FLASSBECK: Well, in Europe the situation is surely worse than the one we had expected in December. Europe is on the verge, really, of going into a downward spiral. We see cuts, deficit cuts in all countries. We see dramatic wage cuts. Minimum wages in Greece were just cut or to be cut in a couple of weeks by 20 percent. This will all lead to a dramatic fall in domestic demand in Southern Europe. In the north of Europe we do not have much domestic demand. Germany is flat as ever. And so far there is really a big, big danger that Europe’s going into a deep recession, whereas at the same time, the United States is still quite fragile. It’s not yet in a recovery, really. So—Japan is in recession. Still the situation is very fragile.

JAY: Now, it’s not like this is happening because it’s bad weather. It’s not a natural phenomena. The policymakers of European finance and political elite are sitting down. They’re making these demands. The banks are making these demands. They know this is where it’s headed. What’s their objective here?

FLASSBECK: Well, the point is, I think even the banks are smarter than the politicians here. If you look at Standard & Poor’s latest downgrading of some European countries, then you read between the lines that they say austerity is not enough—even they say austerity is not enough. So the politicians are really stubborn here in Europe, and it’s an uphill struggle to convince them that they cannot go on like this. I wonder how long the recession will take them to learn that this is the wrong way. In Greece, in a deep recession now for two years, they have not learned that they’re going for a more dramatic package of cutting.

And so I really am running out of fantasy how we can change course.
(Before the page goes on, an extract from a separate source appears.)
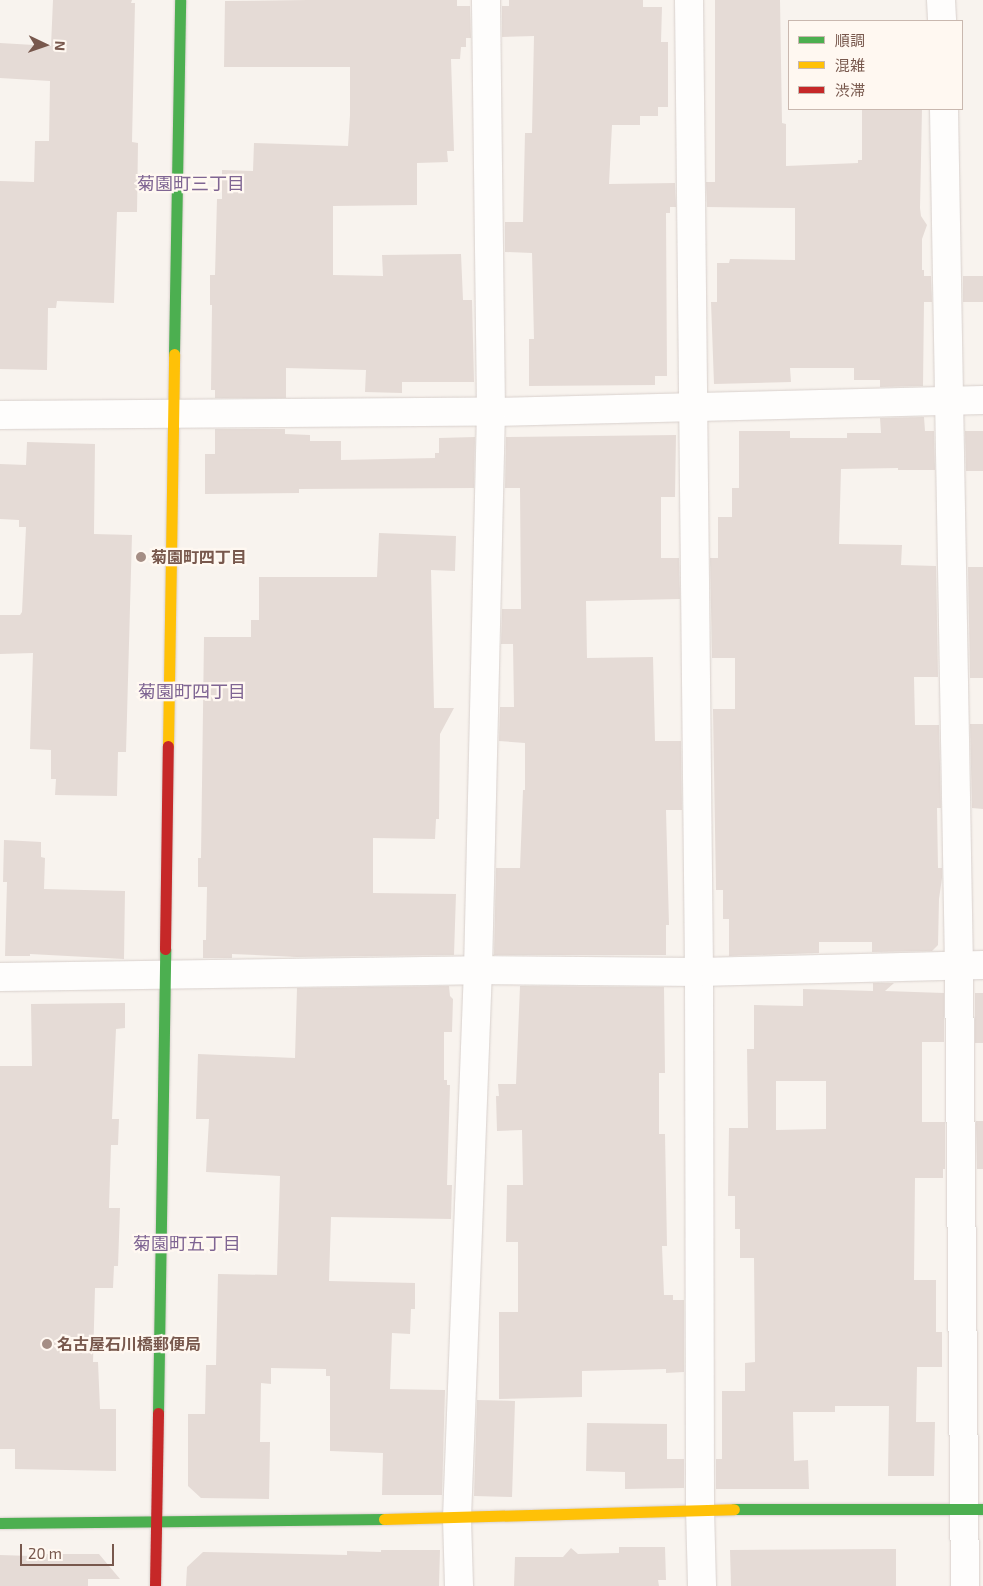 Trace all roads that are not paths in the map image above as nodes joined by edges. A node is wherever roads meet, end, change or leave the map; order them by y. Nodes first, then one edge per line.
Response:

There are a number of economists all around the world, in Germany as well, who are fighting against this, but at this moment of time there is no way that we can change course. The European Commission is fully on the German line. Most of the big countries on the north are on German line. So—and Germany is not willing to move a bit. So this is going to be, really, a test in economic theory, unfortunately, but with dramatic negative results for a lot of people, for people who are starving in Greece already and people who are desperate about their futures.

JAY: Now, in your report you said that wage deflation is actually the underlying problem, or at least one of the underlying problems of the crisis. But here wage deflation seems to be part of the objective, to actually have, you know, a more intensified wage deflation. And I guess add to that privatization. I mean, has the financial elite of Europe simply decided that, okay, we’re going to go through this “catharsis”, quote-unquote, and see what we can make of it, lower wages, and pick the bones of the welfare state, and privatize as much as possible? I mean, is that actually what the game plan is here?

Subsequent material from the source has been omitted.